> **EXERCISE INSTRUCTIONS**
Each line in the records that mentions the word "white" needs to be listed.

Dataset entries
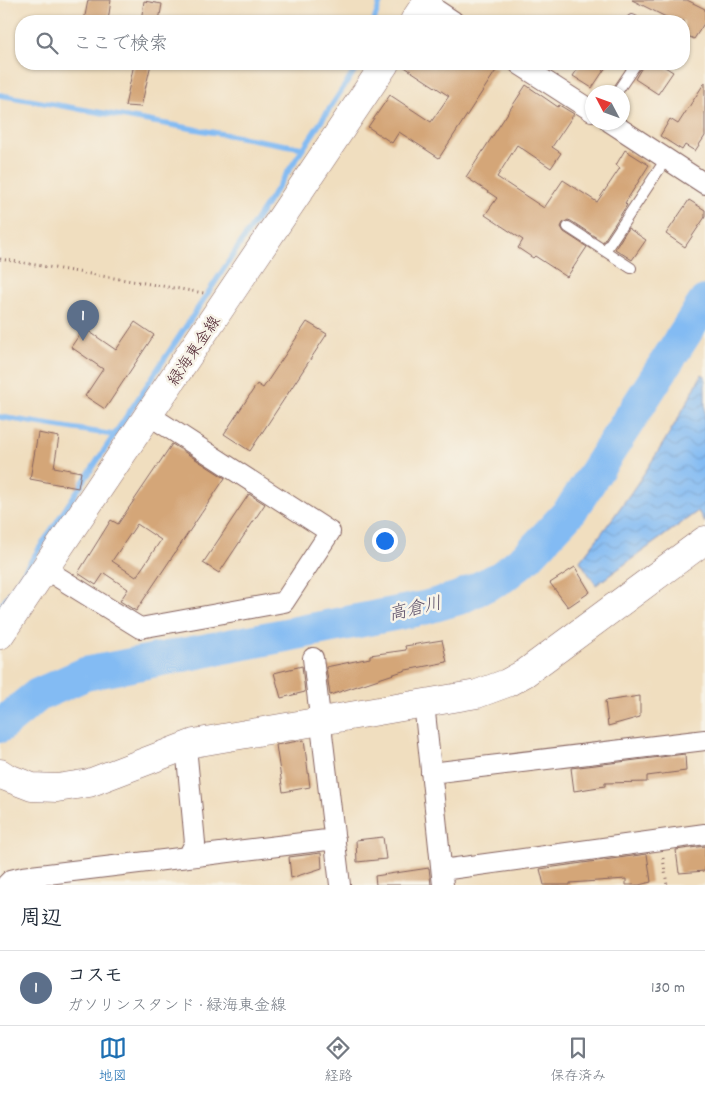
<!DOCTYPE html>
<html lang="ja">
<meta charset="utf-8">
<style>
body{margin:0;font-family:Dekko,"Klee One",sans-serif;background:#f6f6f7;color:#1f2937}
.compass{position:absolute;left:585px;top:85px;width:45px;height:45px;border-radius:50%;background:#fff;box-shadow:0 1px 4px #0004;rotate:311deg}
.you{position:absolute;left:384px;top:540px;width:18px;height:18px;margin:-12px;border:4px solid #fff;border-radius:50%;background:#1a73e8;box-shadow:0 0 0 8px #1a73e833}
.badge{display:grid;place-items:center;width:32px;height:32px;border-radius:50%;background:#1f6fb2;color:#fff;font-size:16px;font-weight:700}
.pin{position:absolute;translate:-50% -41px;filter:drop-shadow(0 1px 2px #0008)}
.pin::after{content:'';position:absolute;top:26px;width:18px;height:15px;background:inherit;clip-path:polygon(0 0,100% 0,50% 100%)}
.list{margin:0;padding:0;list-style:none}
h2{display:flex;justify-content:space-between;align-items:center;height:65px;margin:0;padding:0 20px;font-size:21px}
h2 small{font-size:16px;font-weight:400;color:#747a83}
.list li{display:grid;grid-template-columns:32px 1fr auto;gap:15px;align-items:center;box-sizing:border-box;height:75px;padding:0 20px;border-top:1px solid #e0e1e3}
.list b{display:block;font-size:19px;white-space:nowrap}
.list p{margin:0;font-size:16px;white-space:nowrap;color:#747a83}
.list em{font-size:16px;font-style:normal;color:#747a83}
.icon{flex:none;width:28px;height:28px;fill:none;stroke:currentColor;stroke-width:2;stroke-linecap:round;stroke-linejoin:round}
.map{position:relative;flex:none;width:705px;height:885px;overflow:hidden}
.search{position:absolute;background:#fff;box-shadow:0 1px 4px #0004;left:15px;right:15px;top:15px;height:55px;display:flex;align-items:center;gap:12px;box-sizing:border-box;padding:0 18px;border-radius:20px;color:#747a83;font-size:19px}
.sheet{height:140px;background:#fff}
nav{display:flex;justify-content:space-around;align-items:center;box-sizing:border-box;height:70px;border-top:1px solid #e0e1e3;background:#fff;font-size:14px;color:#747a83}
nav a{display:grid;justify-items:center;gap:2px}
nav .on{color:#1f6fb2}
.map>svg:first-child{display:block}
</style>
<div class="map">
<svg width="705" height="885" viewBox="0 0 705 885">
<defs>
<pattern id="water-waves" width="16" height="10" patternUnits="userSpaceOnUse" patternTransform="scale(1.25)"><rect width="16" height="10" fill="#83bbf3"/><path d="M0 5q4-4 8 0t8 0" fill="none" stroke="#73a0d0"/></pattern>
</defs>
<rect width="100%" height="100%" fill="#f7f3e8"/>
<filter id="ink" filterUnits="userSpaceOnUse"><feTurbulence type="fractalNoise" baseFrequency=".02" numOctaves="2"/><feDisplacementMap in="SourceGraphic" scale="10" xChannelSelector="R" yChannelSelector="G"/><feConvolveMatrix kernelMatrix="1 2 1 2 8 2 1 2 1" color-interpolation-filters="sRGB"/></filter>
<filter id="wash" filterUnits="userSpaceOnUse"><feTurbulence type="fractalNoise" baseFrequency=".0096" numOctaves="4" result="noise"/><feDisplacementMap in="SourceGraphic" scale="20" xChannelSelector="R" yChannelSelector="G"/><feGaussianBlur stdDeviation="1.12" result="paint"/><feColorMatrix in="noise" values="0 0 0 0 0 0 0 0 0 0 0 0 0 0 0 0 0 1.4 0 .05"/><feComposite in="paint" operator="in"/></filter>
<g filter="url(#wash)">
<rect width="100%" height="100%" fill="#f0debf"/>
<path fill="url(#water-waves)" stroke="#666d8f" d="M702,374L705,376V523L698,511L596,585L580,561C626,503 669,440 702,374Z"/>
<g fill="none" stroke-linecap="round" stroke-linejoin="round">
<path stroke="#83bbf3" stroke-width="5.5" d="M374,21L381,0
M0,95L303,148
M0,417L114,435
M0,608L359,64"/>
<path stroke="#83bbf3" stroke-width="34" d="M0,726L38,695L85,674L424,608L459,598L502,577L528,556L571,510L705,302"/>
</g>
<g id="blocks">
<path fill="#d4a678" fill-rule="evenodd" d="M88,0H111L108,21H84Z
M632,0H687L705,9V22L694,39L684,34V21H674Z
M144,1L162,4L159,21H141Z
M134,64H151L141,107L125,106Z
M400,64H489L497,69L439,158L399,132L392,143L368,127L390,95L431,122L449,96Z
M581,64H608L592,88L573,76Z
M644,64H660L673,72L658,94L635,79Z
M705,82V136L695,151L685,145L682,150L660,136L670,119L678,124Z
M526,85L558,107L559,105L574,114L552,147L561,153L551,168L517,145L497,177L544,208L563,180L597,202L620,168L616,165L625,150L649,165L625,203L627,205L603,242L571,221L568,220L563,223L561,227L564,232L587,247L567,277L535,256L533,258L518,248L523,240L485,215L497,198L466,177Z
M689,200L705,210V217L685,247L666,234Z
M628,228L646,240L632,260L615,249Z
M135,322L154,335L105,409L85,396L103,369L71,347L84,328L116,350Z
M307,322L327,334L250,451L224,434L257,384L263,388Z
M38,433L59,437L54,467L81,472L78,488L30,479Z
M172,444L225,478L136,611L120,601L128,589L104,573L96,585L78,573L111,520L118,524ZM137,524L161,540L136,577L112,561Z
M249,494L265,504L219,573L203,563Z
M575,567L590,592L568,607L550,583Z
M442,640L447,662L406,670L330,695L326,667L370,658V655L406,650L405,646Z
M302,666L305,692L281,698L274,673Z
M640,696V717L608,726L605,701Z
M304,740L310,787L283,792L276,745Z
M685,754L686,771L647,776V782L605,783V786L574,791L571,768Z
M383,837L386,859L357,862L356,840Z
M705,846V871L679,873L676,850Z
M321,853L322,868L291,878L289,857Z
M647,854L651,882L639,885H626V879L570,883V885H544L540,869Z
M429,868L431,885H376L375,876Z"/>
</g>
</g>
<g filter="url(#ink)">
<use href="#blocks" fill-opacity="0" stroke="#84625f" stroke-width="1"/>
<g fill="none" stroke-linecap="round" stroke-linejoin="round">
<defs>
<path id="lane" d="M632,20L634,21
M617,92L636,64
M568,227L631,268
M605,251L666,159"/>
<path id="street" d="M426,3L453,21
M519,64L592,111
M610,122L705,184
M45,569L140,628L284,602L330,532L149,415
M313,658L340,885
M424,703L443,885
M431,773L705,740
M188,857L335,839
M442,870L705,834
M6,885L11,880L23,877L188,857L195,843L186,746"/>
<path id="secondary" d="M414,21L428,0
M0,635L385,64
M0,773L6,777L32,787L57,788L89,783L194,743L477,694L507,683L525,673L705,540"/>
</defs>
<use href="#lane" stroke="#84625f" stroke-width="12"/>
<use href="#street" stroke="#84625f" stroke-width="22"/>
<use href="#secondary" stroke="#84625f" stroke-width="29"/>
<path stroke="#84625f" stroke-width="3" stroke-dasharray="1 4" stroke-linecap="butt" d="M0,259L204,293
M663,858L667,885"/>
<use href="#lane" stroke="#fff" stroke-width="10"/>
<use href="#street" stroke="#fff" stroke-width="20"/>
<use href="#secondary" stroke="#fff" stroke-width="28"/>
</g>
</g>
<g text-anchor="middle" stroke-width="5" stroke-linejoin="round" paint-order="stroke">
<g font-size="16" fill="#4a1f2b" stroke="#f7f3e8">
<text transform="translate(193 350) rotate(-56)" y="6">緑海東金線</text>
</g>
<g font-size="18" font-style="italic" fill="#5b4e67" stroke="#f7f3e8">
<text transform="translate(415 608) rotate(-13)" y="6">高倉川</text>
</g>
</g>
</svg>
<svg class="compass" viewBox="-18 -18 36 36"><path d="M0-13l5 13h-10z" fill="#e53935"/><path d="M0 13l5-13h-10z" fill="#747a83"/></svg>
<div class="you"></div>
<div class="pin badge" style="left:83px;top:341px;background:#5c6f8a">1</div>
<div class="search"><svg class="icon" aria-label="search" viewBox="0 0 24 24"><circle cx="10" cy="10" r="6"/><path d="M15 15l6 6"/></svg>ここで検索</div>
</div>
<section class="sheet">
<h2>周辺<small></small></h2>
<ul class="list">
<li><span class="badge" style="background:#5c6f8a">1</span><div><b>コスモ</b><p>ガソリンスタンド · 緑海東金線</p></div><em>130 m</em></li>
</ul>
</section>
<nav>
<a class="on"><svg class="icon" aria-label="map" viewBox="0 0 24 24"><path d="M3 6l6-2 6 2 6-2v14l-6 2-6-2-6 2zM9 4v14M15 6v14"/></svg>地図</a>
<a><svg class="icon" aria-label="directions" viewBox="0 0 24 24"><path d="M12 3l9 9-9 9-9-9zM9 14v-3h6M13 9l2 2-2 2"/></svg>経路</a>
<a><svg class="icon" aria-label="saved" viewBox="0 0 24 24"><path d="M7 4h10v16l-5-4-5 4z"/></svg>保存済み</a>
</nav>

> **TASK OUTPUT**
.list b{display:block;font-size:19px;white-space:nowrap}
.list p{margin:0;font-size:16px;white-space:nowrap;color:#747a83}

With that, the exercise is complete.